Data Warehouse and Data Lake projects have historically been “multi year – multi million” projects done by IT. Change in requirements as we go along are a challenge. Business used to make do with individual data marts to solve their needs. A new breed of innovative business driven agile data warehousing to solve needs of business is evolving with the new paradigms enabled by cloud.
Organizations get challenged to get value from their huge ERP investments and start their data analytics journey first with Excel and then with a BI tool like Qlik, PowerBI or Tableau. As their data grows and there is need to manage newer sources at volume they look for ETL and Datawarehousing. Legacy on premise options included OLTP databases like Oracle which face performance challenges for OLAP loads or expensive columnar stores like Teradata, Exadata, Netezza, Vertica or the more reasonably priced SQL Server.
The organizations invested in traditional data warehouse today face several challenges
- Inability to consume semi structured and unstructured data
- Oversizing to prevent performance bottlenecks
- Large upfront investments and long deployment cycles
These challenges were handled by cloud data warehouses such as AWS Redshift, Azure Synapse and Snowflake. Cloud data warehouses have revolutionized the way organizations handle data. The cloud brings in the elasticity, zero infra hassles and easy administration. What it also does is moving your costs from capex to opex mode.
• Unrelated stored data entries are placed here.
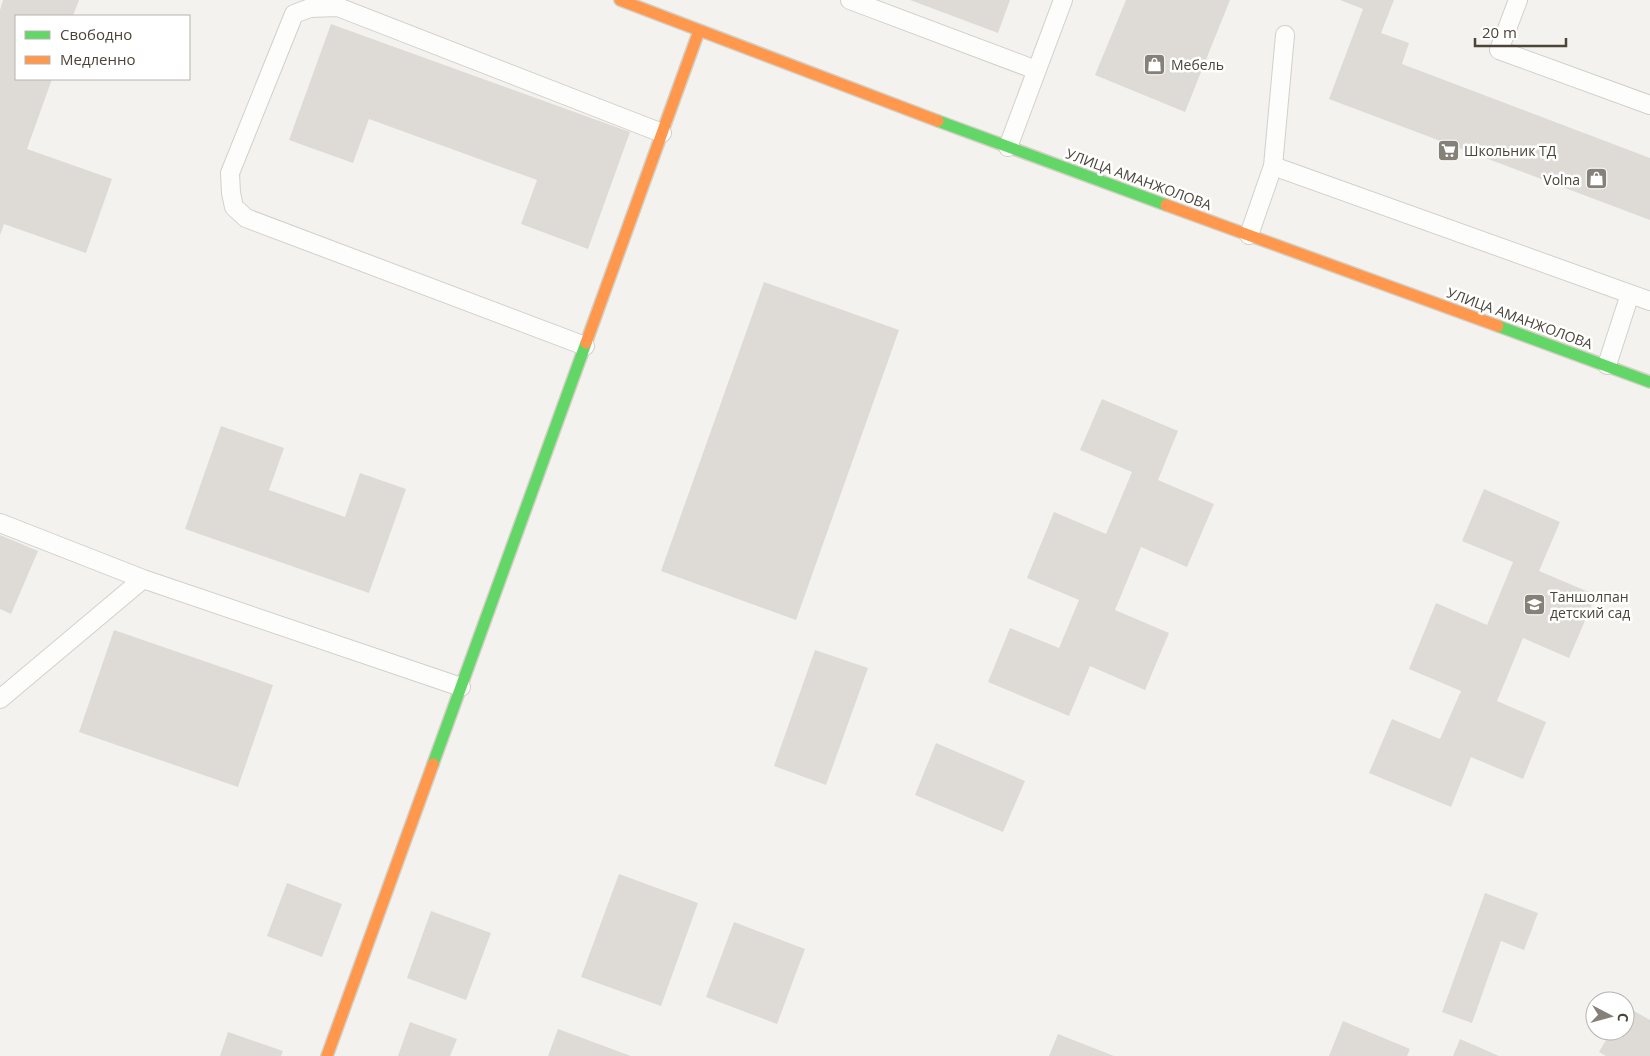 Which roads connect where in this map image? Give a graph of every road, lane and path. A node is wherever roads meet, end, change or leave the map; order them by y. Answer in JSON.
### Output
{"nodes":[{"id":1,"x":620,"y":0,"type":"edge"},
{"id":2,"x":850,"y":0,"type":"edge"},
{"id":3,"x":1063,"y":0,"type":"edge"},
{"id":4,"x":1518,"y":0,"type":"edge"},
{"id":5,"x":699,"y":31,"type":"junction"},
{"id":6,"x":1285,"y":35,"type":"dead end"},
{"id":7,"x":1036,"y":70,"type":"junction"},
{"id":8,"x":1650,"y":105,"type":"edge"},
{"id":9,"x":662,"y":133,"type":"junction"},
{"id":10,"x":1008,"y":147,"type":"junction"},
{"id":11,"x":1273,"y":166,"type":"junction"},
{"id":12,"x":1249,"y":235,"type":"junction"},
{"id":13,"x":1630,"y":294,"type":"junction"},
{"id":14,"x":1650,"y":301,"type":"edge"},
{"id":15,"x":585,"y":346,"type":"junction"},
{"id":16,"x":1607,"y":365,"type":"junction"},
{"id":17,"x":1650,"y":382,"type":"edge"},
{"id":18,"x":0,"y":523,"type":"edge"},
{"id":19,"x":143,"y":579,"type":"junction"},
{"id":20,"x":461,"y":687,"type":"junction"},
{"id":21,"x":0,"y":699,"type":"edge"},
{"id":22,"x":327,"y":1056,"type":"edge"}],
"edges":[{"from":1,"to":5,"type":"main road","name":"УЛИЦА АМАНЖОЛОВА"},
{"from":2,"to":7,"type":"lane"},
{"from":3,"to":7,"type":"lane"},
{"from":4,"to":8,"type":"lane"},
{"from":5,"to":9,"type":"main road"},
{"from":5,"to":10,"type":"main road","name":"УЛИЦА АМАНЖОЛОВА"},
{"from":6,"to":11,"type":"lane"},
{"from":7,"to":10,"type":"lane"},
{"from":9,"to":15,"type":"main road"},
{"from":9,"to":15,"type":"lane"},
{"from":10,"to":12,"type":"main road","name":"УЛИЦА АМАНЖОЛОВА"},
{"from":11,"to":12,"type":"lane"},
{"from":11,"to":13,"type":"lane"},
{"from":12,"to":16,"type":"main road","name":"УЛИЦА АМАНЖОЛОВА"},
{"from":13,"to":14,"type":"lane"},
{"from":13,"to":16,"type":"lane"},
{"from":15,"to":20,"type":"main road"},
{"from":16,"to":17,"type":"main road","name":"УЛИЦА АМАНЖОЛОВА"},
{"from":18,"to":19,"type":"lane"},
{"from":19,"to":20,"type":"lane"},
{"from":19,"to":21,"type":"lane"},
{"from":20,"to":22,"type":"main road"}]} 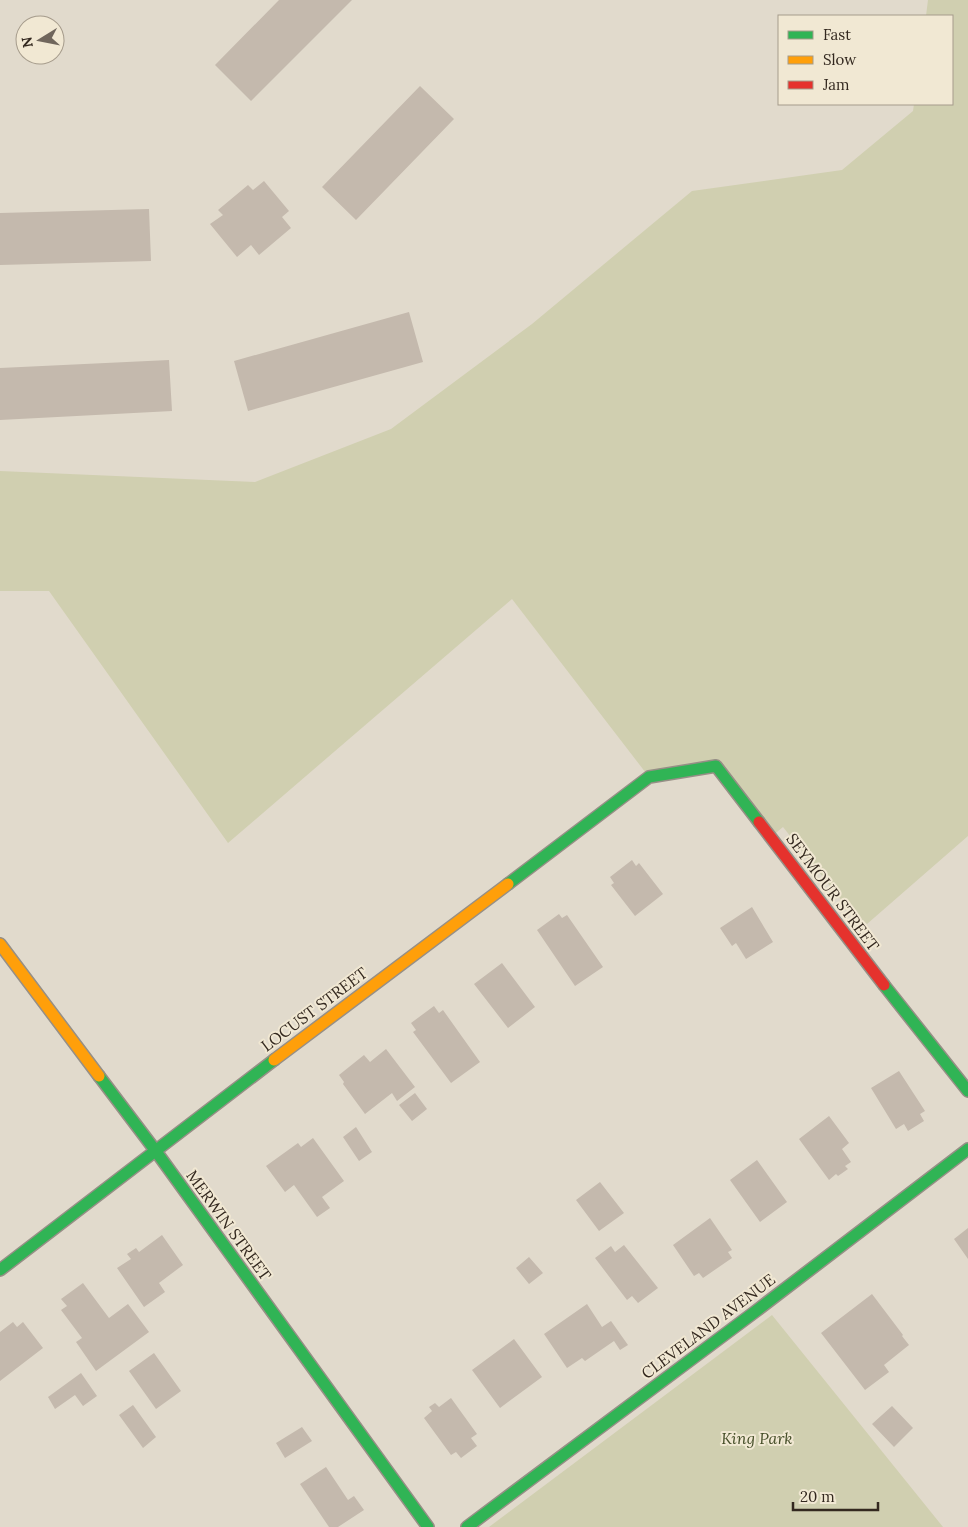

With providers giving country specific data centres, the compliance aspect to is taken care making it more lucrative for organizations to make the shift.
How can such modern cloud data warehouse address above mentioned challenges?
Structured, semi structured, and unstructured data
Today’s organizations have multiple applications such as ERP, CRM, HRMS, SCM, LMS and many more. Some of the applications are cloud based and the only way to get data from such apps would be through APIs. Such data when extracted may not be in structured form and is categorized as semi-structured and could be in form of XML, json, text files etc.
Is the data warehouse capable of storing such data? If not, then probably the business users will struggle to get a 360-degree view of data and miss crucial insights as well as resort back to using Excel. As use cases broaden in an organization with AI/ML being done on images, videos and voice, the unstructured data too has become equally important and ideally your DW should be able to store this.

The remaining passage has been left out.